- _WORK TO COMPLETE_: Identify the line that contains "I need the junctions" in the material. Output it and every line after it, unchanged, through the end.

- _DATASET CONTENT_:
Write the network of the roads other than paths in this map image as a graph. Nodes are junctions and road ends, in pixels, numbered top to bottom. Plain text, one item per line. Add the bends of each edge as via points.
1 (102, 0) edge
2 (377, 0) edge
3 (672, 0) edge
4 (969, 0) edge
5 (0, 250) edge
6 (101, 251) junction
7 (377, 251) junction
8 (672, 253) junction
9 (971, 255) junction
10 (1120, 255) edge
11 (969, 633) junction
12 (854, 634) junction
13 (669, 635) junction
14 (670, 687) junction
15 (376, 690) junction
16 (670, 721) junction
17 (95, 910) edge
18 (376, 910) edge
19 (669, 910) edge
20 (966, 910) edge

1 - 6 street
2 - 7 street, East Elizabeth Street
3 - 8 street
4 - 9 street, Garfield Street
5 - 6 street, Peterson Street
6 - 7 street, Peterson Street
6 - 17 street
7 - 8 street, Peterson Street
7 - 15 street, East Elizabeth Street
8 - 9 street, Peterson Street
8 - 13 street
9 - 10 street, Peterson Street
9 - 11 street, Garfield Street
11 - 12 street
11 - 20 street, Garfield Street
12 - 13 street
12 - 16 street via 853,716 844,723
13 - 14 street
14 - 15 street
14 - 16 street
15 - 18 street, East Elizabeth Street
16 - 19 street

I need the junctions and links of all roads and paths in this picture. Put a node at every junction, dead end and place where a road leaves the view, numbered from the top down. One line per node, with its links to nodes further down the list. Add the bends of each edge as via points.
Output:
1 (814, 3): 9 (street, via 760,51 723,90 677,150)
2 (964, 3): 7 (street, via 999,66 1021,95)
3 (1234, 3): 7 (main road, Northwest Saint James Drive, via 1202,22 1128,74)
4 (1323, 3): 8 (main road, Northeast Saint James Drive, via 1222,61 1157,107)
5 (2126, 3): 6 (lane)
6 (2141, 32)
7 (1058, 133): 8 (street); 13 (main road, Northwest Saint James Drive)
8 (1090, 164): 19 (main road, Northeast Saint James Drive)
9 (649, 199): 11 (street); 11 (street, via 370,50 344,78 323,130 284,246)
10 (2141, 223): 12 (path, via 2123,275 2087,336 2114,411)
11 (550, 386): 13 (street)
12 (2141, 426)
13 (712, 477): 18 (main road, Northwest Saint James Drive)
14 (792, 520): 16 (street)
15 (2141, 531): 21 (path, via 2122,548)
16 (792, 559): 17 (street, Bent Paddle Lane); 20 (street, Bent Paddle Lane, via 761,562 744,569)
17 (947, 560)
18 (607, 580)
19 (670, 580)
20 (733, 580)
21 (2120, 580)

- _FINAL ANSWER_:
I need the junctions and links of all roads and paths in this picture. Put a node at every junction, dead end and place where a road leaves the view, numbered from the top down. One line per node, with its links to nodes further down the list. Add the bends of each edge as via points.
Output:
1 (814, 3): 9 (street, via 760,51 723,90 677,150)
2 (964, 3): 7 (street, via 999,66 1021,95)
3 (1234, 3): 7 (main road, Northwest Saint James Drive, via 1202,22 1128,74)
4 (1323, 3): 8 (main road, Northeast Saint James Drive, via 1222,61 1157,107)
5 (2126, 3): 6 (lane)
6 (2141, 32)
7 (1058, 133): 8 (street); 13 (main road, Northwest Saint James Drive)
8 (1090, 164): 19 (main road, Northeast Saint James Drive)
9 (649, 199): 11 (street); 11 (street, via 370,50 344,78 323,130 284,246)
10 (2141, 223): 12 (path, via 2123,275 2087,336 2114,411)
11 (550, 386): 13 (street)
12 (2141, 426)
13 (712, 477): 18 (main road, Northwest Saint James Drive)
14 (792, 520): 16 (street)
15 (2141, 531): 21 (path, via 2122,548)
16 (792, 559): 17 (street, Bent Paddle Lane); 20 (street, Bent Paddle Lane, via 761,562 744,569)
17 (947, 560)
18 (607, 580)
19 (670, 580)
20 (733, 580)
21 (2120, 580)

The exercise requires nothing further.